Hello and woof. Or should I say, Guten Tag und voof.
I am a female dog, or Hund, as the Germans would say.
What? Oh yes, ha ha, that does make me a bitch. Good one. I haven't heard that before.
Anyway, my name is Nadia. Very Russian spy-ish, I know, but how was I to object as a young pup covered in placenta?
My significant owner, Ashlea, has imparted onto me the duty of writing her column this week. My task: Find something worthy to say about beer and Oktoberfest.
At first I played dumb to get out of the chore, licking my own butt and drooling on her shoes. Then I held up my paws and looked up at her with my slightly crossed eyes, as if to say, "Why, I am just a pooch with poochy paws — how ever can I type?"
But she didn't buy it. She must have caught me pounding out my doggy manifesto the other night, titled, Bitches' Brew: A Case for Animal Alcoholism. I started it last year when she accidentally poured Everclear into my water pale and I hallucinated squeaky toys and fire hydrants for a month. What a beautiful month that was.
But after a few whimpers and whines (from her, not me), I relented. So, I woofed down a brew for inspiration and I hopped up on the desk, ready to hound after what gives Oktoberfest its oom-pa-pa.
Get it? Hound — 'cause I'm a dog, and — fine, never mind.
As far as my pea-sized brain can remember, Oktoberfest originated in Germany as a celebration of Prince Ludwig's marriage to Princess Therese of Sachsen-Hildburghausen (say that after a six pack of brewskies).
Now, as the largest festival in the world, Oktoberfest is a celebration of German culture, including food, music, people and — most important to you upright people-type — beer.
Think rosy-cheeked, roly-poly Bavarian men jumping for joy in Lederhosen. Think plump Brats dripping with grease.
Actually, no, don't. Instead, drop them on the ground, those unhealthy pieces of filth. Drop them at the corner of Mill and University this Friday at 6 p.m. and I'll be sure they're taken care of.
Moving on.
I heard Ashlea say once that Oktoberfest is a good idea, though it fails in its ultimate mission. How can Bud Light and Budweiser — the spotlight beers up for tasting at Tempe's Oktoberfest — represent this kooky German culture at its best?
The 'k' in Oktoberfest isn't the result of drunk spelling, after all. It's the mark of many of our ancestors.
Well, mine at least. I had a distant cousin, Schwein Hund (Pig Dog) who lived in Munich, a haven for bitches like me and a central location for Oktoberfest.
Unfortunately, good ol' Schweiny met his unfortunate demise when an overzealous group of cloggers clogged right over him. But in the cloggers' defense, I heard that Schweiny got sopped on Heineken beforehand and stumbled directly into their path.
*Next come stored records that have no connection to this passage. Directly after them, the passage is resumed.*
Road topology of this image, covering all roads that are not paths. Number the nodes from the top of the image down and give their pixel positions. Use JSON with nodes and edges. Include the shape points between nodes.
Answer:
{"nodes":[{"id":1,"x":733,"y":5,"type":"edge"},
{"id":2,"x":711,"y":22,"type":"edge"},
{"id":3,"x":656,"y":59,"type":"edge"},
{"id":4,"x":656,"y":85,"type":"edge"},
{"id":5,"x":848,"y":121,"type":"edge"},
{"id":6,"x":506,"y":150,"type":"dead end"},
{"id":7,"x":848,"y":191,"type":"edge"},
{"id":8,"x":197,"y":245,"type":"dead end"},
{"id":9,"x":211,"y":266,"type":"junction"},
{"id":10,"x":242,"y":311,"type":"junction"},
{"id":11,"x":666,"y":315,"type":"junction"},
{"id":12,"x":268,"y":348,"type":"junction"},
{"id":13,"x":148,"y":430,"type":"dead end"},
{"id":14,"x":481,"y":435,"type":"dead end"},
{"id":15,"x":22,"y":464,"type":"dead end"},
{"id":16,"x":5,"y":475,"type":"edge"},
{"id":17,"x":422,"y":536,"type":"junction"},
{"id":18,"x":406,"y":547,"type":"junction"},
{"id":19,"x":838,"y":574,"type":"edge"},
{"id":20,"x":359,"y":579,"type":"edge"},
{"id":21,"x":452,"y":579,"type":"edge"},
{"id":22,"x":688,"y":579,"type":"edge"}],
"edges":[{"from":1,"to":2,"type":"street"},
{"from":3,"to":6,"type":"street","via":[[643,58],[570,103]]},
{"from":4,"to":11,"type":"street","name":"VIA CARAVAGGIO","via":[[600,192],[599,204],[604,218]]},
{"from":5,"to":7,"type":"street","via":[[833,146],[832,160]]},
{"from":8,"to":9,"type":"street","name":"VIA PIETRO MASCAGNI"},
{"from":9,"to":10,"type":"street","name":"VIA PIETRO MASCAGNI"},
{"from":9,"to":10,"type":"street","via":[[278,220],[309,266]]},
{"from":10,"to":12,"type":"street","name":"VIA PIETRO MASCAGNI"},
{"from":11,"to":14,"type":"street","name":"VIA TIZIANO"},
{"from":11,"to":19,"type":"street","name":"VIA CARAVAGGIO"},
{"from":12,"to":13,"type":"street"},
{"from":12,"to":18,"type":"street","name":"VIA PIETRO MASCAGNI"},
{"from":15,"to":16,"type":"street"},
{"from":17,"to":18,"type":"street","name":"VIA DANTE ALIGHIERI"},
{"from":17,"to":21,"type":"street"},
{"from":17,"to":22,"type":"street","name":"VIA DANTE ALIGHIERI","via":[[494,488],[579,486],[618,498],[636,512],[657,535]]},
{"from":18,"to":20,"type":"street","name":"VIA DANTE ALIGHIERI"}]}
One might think this would make for a good case against drinking beer, but not so! An excess of the yeasty delight might lead to violence in some, a gut in others and the inability to distinguish between another dog's ass and a human leg — but the general pleasure of beer is enough to celebrate it every year.
Or, rite at this moment, az it seemz to bee the case for me.
I hav just lap-peD my thurd bug of meeer and my tale iz wagging with D-light.
Woops. Did my paws slip on the keyboard for a second? Damn these poor excuses for opposable thumbs.
Oh, don't worry. I'm not subliminally trying to encourage beer drinking. That would be deceptive and just plain wrong.
Nope. I'm deliberately trying.
Drink more beer. Beer is good. Beer makes the pain go away.
At least, this is what I've heard Ashlea mumble in her sleep from time to time. She looks so sweet sometimes, asleep in her own pool of vomit, eyes rolled into the back of her bloated head.
Of course, she always seems to curse the pale ale the next morning (though it doesn't look so pale on the way up).
But aside from the German culture and Ashlea's affinity for it, beer has become part of another culture that makes celebrating Oktoberfest worth its while.
The college culture has embraced beer — from cheap substitutes such as Keystone, to the flavor-rich remedies found in local breweries such as Four Peaks and Bandersnatch. These local legacies, explored further on page 6 (what, a dog can't count?), are like yearlong Oktoberfests, full of seasonal selections and unique flavors.
You don't have to indulge in cheap beer to enjoy the German roots of this year's Oktoberfest, and you don't have to miss out on a tasty tap just because you're not in Lederhosen land.
You simply have to be human to appreciate the essence of a good beer — or me, Nadia, the female beer-drinking dog.
Now, if only they'd come up with a nice doggie brew — brisk bacon or frothy feces perhaps.
Reach Nadia at your local pub or fire hydrant.